WHAT YOU ARE ASKED TO DO: Below are records; give the number of their lines that hold the word "Jean", and write nothing more.

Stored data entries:
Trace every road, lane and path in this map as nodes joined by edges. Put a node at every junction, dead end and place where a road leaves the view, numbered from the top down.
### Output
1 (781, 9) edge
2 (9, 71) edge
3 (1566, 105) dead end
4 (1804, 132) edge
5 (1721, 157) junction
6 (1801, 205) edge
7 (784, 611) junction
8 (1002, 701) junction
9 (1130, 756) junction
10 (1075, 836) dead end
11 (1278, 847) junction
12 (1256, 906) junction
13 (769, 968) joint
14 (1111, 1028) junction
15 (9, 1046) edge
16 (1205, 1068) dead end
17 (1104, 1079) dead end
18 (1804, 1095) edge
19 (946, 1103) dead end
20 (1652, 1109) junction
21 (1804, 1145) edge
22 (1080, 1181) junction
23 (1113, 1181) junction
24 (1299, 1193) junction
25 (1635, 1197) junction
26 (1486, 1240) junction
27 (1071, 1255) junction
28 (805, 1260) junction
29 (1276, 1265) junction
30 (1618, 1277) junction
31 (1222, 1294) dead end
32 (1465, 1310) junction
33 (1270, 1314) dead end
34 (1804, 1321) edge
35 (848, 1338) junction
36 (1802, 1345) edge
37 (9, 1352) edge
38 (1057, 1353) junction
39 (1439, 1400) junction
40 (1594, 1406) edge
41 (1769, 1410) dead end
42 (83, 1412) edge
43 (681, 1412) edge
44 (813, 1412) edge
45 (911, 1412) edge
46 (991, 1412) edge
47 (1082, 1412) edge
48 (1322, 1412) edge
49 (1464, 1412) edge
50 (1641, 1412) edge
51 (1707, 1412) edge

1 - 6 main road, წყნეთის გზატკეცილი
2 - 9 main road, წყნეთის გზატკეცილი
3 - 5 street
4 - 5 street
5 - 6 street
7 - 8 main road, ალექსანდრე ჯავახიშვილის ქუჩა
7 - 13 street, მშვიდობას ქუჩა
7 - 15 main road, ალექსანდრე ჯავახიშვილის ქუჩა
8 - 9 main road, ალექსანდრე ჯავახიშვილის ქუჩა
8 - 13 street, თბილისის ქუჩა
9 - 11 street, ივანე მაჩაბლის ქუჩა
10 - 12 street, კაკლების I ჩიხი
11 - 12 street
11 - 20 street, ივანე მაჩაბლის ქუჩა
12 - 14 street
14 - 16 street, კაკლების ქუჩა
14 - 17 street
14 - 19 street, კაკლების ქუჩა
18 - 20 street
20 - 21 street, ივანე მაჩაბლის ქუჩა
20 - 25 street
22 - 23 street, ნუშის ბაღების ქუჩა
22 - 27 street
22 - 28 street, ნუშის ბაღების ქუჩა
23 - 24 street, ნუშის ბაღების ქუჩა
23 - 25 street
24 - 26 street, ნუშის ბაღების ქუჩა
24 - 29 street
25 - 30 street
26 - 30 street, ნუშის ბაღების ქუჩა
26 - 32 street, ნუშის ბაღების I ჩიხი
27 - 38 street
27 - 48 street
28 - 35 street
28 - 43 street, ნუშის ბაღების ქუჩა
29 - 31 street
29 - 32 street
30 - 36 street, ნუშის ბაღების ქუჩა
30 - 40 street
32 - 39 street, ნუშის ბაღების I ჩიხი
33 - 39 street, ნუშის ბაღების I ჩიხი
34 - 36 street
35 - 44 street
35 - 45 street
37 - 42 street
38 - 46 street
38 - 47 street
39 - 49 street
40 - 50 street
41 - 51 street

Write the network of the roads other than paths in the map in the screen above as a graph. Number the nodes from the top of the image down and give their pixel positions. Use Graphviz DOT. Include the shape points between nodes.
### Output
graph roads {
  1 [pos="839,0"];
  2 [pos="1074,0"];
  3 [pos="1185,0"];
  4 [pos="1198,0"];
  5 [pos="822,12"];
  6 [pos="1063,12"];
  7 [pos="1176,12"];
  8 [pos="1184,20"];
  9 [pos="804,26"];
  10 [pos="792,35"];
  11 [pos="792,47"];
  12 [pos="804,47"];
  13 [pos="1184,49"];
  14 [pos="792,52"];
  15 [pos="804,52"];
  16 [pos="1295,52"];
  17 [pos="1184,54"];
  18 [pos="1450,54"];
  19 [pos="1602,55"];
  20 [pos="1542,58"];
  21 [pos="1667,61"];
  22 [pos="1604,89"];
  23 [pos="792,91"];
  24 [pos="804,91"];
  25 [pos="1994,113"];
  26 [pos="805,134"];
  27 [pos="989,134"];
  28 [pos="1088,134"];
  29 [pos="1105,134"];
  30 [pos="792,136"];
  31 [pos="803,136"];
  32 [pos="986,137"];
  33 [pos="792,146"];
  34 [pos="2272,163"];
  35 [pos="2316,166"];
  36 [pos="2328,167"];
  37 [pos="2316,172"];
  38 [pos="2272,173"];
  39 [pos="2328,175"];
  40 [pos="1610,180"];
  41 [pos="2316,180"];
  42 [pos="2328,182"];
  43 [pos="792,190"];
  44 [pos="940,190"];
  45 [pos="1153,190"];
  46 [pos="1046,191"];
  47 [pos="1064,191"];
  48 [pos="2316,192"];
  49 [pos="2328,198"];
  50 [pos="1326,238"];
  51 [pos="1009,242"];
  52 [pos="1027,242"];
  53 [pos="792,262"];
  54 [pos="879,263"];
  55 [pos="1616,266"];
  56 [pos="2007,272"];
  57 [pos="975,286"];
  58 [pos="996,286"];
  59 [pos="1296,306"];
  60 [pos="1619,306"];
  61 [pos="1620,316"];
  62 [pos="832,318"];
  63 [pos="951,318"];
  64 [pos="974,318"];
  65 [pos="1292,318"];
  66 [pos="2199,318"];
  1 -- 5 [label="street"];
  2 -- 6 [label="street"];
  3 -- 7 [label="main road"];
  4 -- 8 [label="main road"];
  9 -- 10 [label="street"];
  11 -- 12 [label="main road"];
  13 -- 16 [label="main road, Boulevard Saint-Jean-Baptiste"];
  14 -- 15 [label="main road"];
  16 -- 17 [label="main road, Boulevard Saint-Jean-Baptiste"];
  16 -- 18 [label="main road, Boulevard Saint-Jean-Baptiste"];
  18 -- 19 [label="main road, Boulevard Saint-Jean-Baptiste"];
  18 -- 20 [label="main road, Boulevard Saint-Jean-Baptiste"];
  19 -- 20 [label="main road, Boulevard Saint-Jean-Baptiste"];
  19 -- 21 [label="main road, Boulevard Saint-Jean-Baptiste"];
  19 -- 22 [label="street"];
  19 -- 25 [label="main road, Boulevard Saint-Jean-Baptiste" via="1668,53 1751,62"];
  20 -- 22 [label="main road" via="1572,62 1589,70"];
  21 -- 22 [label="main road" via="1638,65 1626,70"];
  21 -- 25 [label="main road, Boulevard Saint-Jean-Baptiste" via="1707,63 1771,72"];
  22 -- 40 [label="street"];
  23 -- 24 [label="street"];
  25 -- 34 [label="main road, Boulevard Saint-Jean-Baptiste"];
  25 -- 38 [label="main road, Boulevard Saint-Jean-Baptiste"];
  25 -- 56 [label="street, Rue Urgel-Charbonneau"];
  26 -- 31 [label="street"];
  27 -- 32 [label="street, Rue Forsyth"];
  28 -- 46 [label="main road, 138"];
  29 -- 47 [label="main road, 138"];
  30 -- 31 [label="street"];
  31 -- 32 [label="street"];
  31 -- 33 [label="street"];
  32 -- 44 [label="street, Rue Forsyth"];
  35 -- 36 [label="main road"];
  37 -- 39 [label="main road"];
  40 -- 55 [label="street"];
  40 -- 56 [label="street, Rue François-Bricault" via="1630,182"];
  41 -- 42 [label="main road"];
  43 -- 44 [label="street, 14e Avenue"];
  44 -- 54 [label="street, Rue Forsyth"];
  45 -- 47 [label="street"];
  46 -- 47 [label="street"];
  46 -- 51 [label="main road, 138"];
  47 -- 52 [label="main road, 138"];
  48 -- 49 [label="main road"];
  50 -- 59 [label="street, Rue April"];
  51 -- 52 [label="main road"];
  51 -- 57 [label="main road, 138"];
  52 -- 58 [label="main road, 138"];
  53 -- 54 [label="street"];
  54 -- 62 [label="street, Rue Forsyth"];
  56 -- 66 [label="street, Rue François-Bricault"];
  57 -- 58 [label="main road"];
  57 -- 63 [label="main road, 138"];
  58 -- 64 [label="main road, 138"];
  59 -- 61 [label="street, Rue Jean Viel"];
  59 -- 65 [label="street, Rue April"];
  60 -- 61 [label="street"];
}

EXERCISE SOLUTION: 12